The business has to report its results to the city every quarter; and if the results are not what investors were expecting, there are immediate negative consequences.

“The share price drops. When the share price drops, the first thing that happens is that everyone looks at me and goes: ‘We need your marketing budgets back next quarter. We need to keep it against the bottom line just in as we don’t bring in enough sales’,” she said.

“At the same time, they say they’re really sorry as they know we make a big difference. So on the one hand, there’s the desire to invest and the understanding that the Vodafone brand is very precious and valuable. On the other hand, I’m a sitting target because I’m a source of disposable income that can go against the short-term goals.”

As a result, Lowes is eager to move away “from the shiny new thing”, as she believes it does not drive long-term business results. Instead, she asks her marketing team and agency partners to answer three questions whenever they pitch a new campaign idea.
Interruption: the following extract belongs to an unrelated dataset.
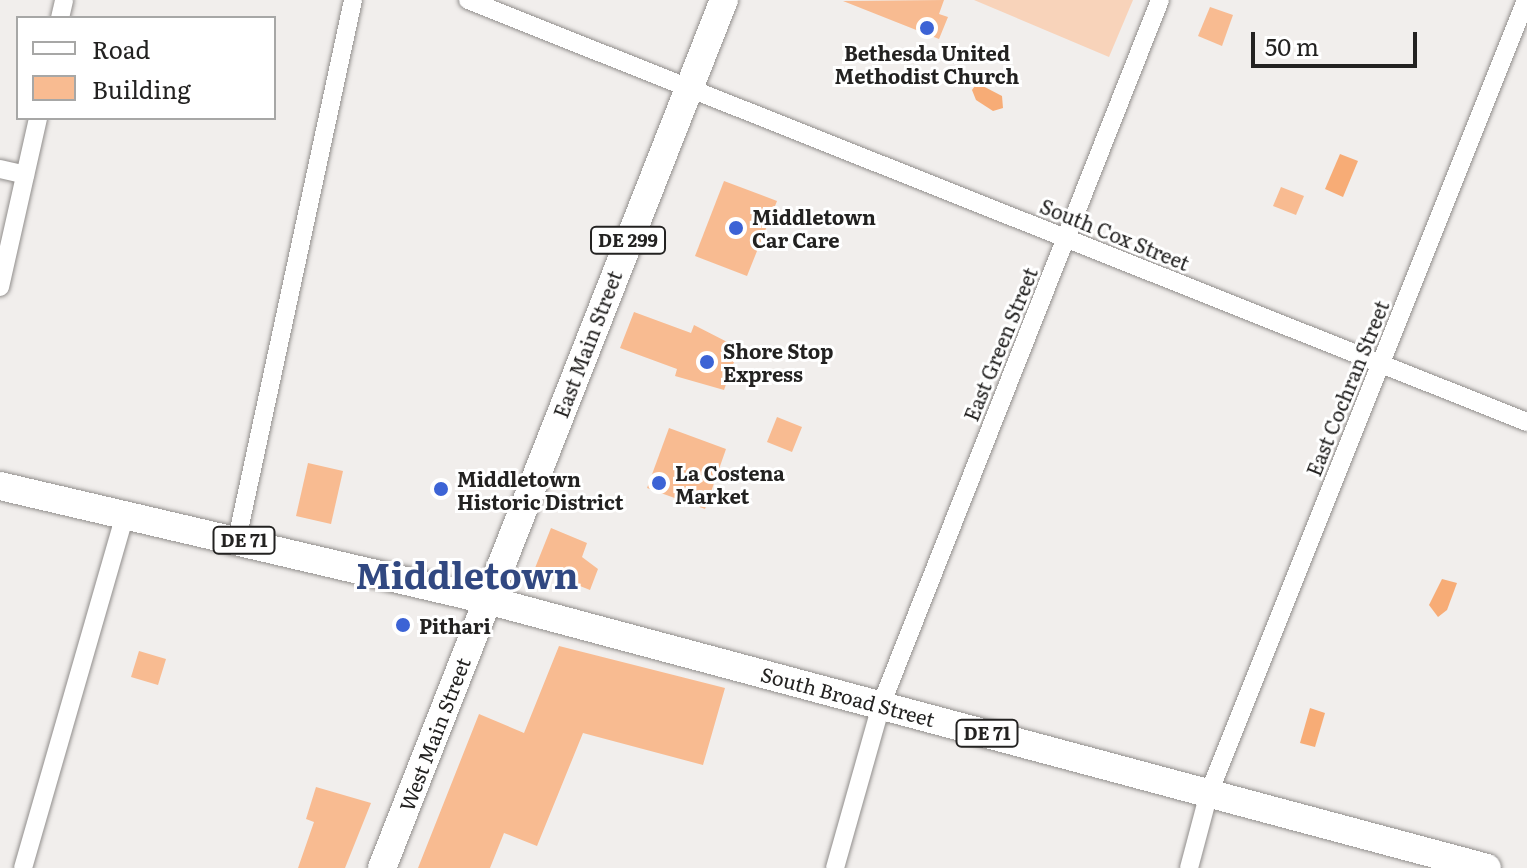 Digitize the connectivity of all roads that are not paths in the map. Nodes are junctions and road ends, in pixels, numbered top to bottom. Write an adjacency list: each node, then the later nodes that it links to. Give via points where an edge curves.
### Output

On the one hand, there’s the desire to invest. On the other hand, I’m a sitting target because I’m a source of disposable income that can go against the short-term goals.

Katrina Lowes, Vodafone

If they can’t answer who it is targeting, what action it will lead them to take and how results can be measured, the campaign is likely to be a no-go. Lowes believes this mitigates the risk, and as far as Vodafone is concerned, her team is seen as “pretty risky”.

When there was a blanket ban on social media within the organisation, Lowes decided to quietly launch a social selling programme “under their own names”. If it worked, they could consequently present it to the rest of the organisation.

“And it does work. Our social selling programme is probably bringing in 3x well qualified leads compared to any of the digital advertising campaigns I’ve [recently] run. It’s a different use of digital media, and through it we can track when a message gets sent out, who responds and what happens when a meeting happens,” she explains.

“Shiny things don’t hit targets. Don’t get me wrong – innovation in media and marketing is important, but I have yet to find a single nirvana that makes up for a good and well-executed media plan.”